Butz, G.M. and Davisson, R.L.

Physiological Genomics, 5(2), 89-97 (2001).

The recent miniaturization of implantable radiotelemetric devices offers the possibility of an accurate, reliable, and simple phenotyping tool for longterm, hands-off measurement of blood pressure in unrestrained, untethered mice; however, use has been limited because of high morbidity and mortality in all but larger-than-average mice. Also, because the device was developed for abdominal aorta implantation at the renal artery level, its use has not been feasible in studies where infrarenal blood flow is critical, i.e., in pregnant mice. We provide details of a very successful alternative approach for implanting radio-telemeters in mice, whereby thoracic aortic implantation of the pressure-sensing catheter is combined with subcutaneous placement of the transmitter body along the right flank. We used female C57/BL6 (C57) or BPH/5 mice, a strain derived from the cross of inbred hypertensive and hypotensive mouse strains. We show that this is a reliable procedure for providing high-fidelity mean arterial pressure (MAP) and heart rate (HR) recordings for 50-60 days in mice weighing 22 g on average but as small as 17 g. No morbidity or mortality was observed in either strain using this procedure. Importantly, neither strain fully recovered from anesthesia and surgery, as indicated by a return of normal circadian rhythms, until 5-7 days postsurgery. This was also reflected in significantly elevated baseline MAP and HR levels in both strains during this recovery period.

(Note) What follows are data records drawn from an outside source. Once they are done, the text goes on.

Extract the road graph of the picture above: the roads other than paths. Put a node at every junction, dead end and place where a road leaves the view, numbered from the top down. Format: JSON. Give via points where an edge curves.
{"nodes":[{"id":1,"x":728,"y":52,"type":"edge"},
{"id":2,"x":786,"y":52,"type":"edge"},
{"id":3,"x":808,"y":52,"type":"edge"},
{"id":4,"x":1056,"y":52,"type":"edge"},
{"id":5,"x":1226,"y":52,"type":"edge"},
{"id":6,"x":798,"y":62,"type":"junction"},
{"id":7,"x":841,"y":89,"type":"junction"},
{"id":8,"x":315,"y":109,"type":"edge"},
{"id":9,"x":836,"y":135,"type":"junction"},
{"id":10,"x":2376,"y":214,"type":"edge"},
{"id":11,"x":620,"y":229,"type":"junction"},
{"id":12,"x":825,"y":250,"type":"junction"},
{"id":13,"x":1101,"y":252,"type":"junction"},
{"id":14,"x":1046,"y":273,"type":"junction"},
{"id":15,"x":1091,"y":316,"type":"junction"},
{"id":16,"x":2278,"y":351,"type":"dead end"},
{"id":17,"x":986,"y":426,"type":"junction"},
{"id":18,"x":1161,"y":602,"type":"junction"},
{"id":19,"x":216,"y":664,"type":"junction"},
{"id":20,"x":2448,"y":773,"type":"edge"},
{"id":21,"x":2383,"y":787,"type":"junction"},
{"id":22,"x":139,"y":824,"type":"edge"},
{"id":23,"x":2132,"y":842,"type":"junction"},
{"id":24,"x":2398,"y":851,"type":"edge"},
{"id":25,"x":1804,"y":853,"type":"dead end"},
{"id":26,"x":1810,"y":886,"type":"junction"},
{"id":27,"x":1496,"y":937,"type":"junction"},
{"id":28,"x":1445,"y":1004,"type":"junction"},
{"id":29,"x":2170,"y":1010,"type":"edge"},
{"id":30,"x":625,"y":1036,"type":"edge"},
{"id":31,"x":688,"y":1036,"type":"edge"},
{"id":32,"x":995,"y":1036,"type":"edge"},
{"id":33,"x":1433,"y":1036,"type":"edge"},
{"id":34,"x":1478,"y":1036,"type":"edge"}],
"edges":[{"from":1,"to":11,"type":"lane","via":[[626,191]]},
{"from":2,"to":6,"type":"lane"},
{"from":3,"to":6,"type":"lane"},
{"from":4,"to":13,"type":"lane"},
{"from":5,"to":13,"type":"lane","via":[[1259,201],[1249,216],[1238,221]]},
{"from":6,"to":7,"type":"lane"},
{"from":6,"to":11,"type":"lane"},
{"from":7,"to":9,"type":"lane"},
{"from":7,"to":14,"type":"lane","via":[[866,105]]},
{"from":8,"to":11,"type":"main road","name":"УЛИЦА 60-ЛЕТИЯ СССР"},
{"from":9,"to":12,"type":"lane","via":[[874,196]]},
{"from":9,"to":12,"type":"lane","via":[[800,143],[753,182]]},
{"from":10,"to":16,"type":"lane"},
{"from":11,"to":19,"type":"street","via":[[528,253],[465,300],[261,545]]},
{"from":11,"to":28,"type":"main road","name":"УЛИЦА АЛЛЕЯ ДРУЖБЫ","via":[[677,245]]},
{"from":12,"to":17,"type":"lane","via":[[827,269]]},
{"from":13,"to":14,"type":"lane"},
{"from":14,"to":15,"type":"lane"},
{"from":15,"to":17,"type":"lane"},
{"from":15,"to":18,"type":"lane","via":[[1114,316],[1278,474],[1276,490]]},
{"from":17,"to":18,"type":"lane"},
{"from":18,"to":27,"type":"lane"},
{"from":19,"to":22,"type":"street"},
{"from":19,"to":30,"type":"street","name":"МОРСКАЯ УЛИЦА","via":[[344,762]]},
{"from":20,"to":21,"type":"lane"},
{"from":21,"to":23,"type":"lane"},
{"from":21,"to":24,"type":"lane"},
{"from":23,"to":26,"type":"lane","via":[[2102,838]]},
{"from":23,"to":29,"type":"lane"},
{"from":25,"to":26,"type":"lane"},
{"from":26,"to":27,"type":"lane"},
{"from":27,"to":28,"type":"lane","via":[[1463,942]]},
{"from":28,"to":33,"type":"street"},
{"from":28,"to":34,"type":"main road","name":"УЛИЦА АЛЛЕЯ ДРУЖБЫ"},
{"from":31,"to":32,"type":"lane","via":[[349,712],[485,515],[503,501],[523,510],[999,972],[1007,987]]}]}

Moreover, strain-related differences in relative increases in MAP during the first 5 days of recovery masked the significant elevation in BPH/5 baseline MAP (vs. C57) observed in fully recovered mice. This suggests that methods must allow at least 5-7 days recovery from surgery to provide accurate cardiovascular (CV) phenotyping in mice. Finally, we show that CV parameters can be monitored continuously before, during, and after pregnancy in mice using this alternative implantation approach. The device did not interfere with conception, gestation, delivery, or postnatal care of pups. These results demonstrate the feasibility of stress-free, long-term monitoring of CV parameters in pregnant or nonpregnant mice of typical size and offer exciting possibilities for application in CV functional genomic research.